The Hunger Games generation, if we can call them that, are the tributes thrown into an arena of increasingly brutal competition from which it seems like there’s no escape, their futures sacrificed for a greedy, corrupt elder elite. No wonder the series still resonates with young people today.

Not coincidentally, a number of these protests also used imagery and slogans from The Hunger Games. In an important sense, the series predicts how regimes around the world are likely to respond to increasing youth-led protests against their power. And with the climate crisis and environmental disaster, the series is about a coming future of enforced scarcity and segregation, and an emerging form of authoritarian statism I call in the book ‘Capitolism’.

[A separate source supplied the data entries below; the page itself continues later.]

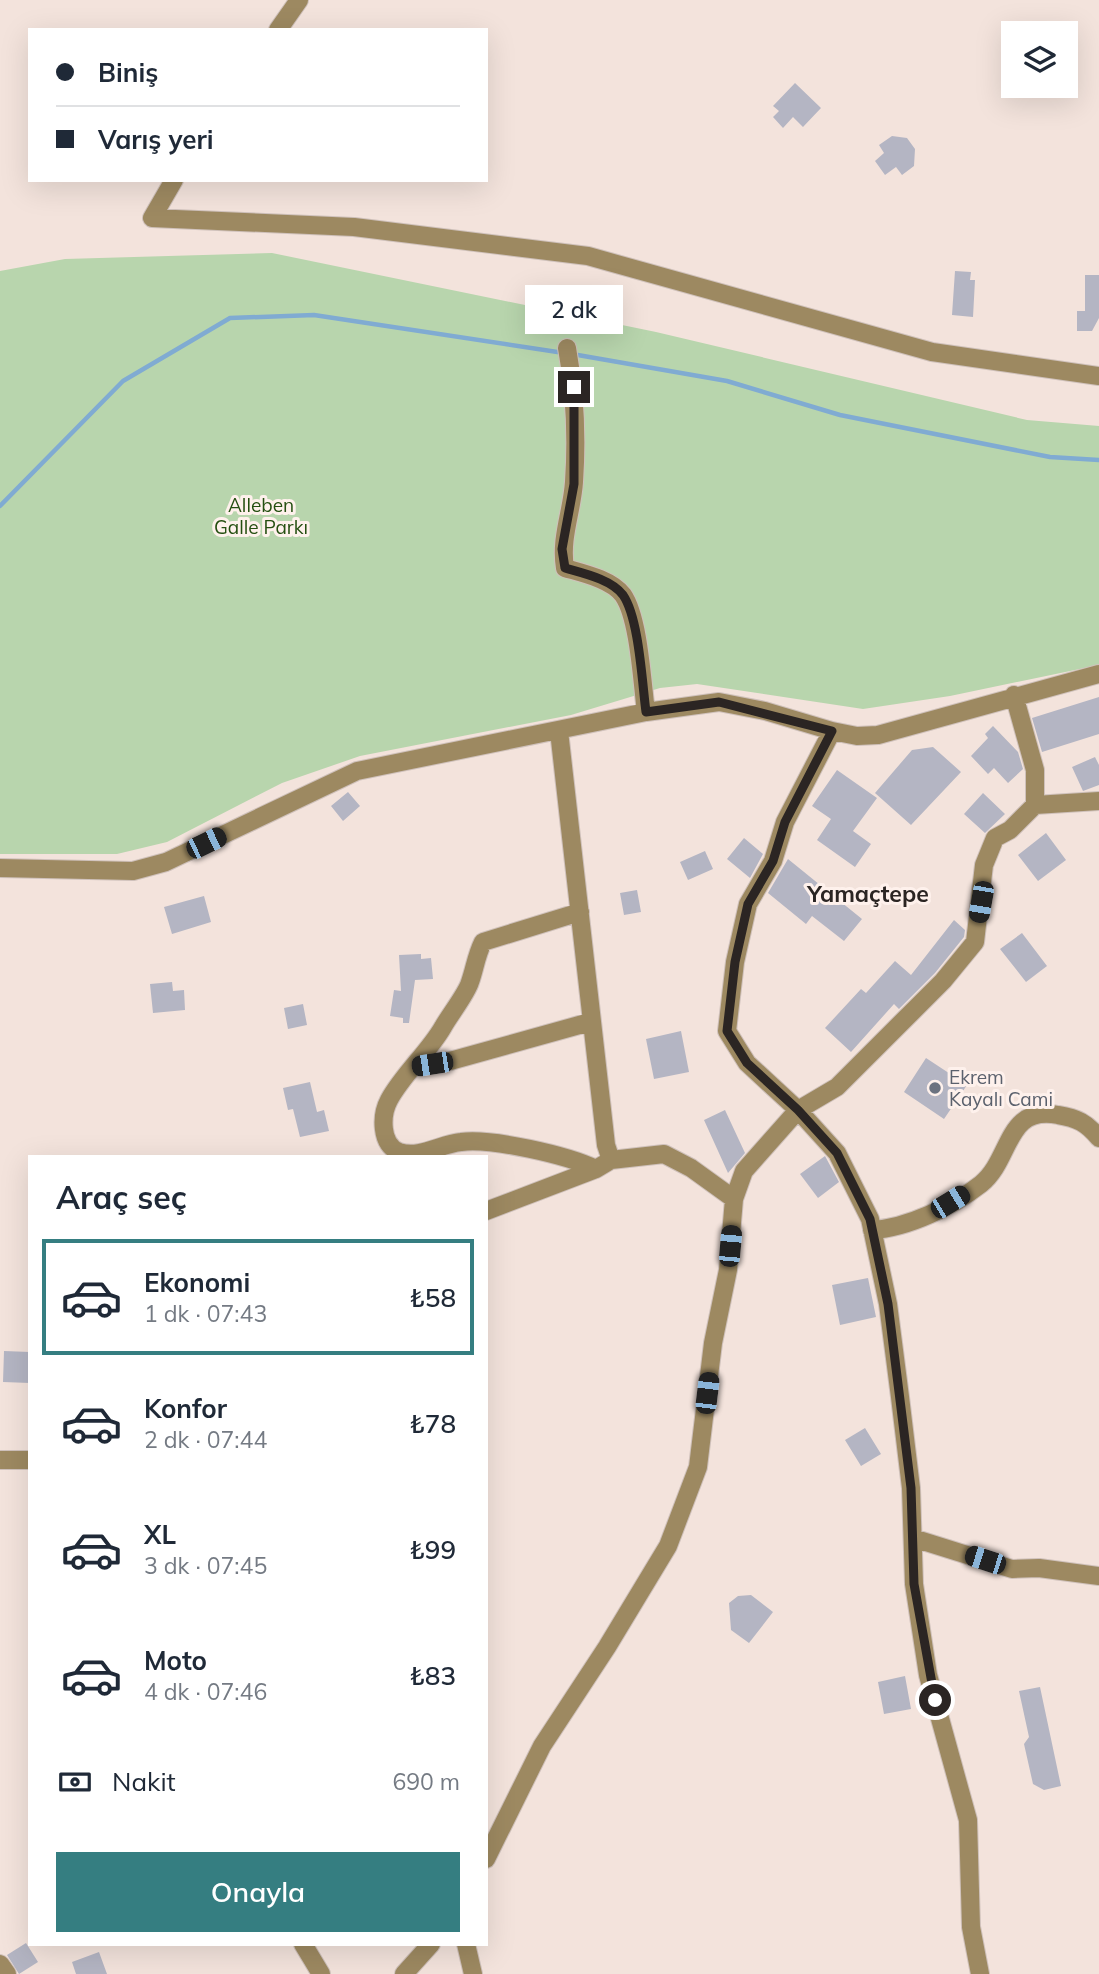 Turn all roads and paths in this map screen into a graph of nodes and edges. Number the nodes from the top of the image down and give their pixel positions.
1 (299, 0) edge
2 (279, 28) edge
3 (173, 182) edge
4 (567, 348) dead end
5 (1099, 376) edge
6 (1099, 674) edge
7 (1014, 695) junction
8 (646, 712) junction
9 (559, 731) junction
10 (832, 731) junction
11 (1099, 801) edge
12 (1035, 805) junction
13 (0, 868) edge
14 (580, 912) junction
15 (590, 1022) junction
16 (415, 1067) junction
17 (798, 1110) junction
18 (1099, 1138) edge
19 (385, 1150) edge
20 (603, 1165) junction
21 (734, 1199) junction
22 (488, 1210) edge
23 (872, 1230) junction
24 (0, 1460) edge
25 (28, 1460) edge
26 (913, 1538) junction
27 (1099, 1576) edge
28 (488, 1855) edge
29 (304, 1946) edge
30 (428, 1946) edge
31 (466, 1946) edge
32 (0, 1964) edge
33 (7, 1974) edge
34 (321, 1974) edge
35 (404, 1974) edge
36 (473, 1974) edge
37 (980, 1974) edge

1 - 2 street
3 - 5 street
4 - 8 street
6 - 7 street
7 - 10 street
7 - 12 street
8 - 9 street
8 - 10 street
9 - 13 street
9 - 14 street
10 - 17 street
11 - 12 street
12 - 17 street
14 - 15 street
14 - 16 street
15 - 16 street
15 - 20 street
16 - 19 street
17 - 21 street
17 - 23 street
18 - 23 street
19 - 20 street
20 - 21 street
20 - 22 street
21 - 28 street
23 - 26 street
24 - 25 street
26 - 27 street
26 - 37 street
29 - 34 street
30 - 35 street
31 - 36 street
32 - 33 street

It’s the story of our times, and most likely of our future as well.

As I discuss in my book, called Stay Alive (those who have read the books or seen the films will get the reference), The Hunger Games is about how regimes fall, but how the revolution against power and exploitation can never end. It’s about collapse, war, rebellion, trauma, and recovery. It’s dark, emotionally and politically truthful, and while it doesn’t flinch from the horrors of its setting, it’s also ultimately, eventually, realistically hopeful.

The real hunger games are just beginning. But so is the struggle against the Capitol. We need to return to Panem.

That’s why I’ve written about The Hunger Games.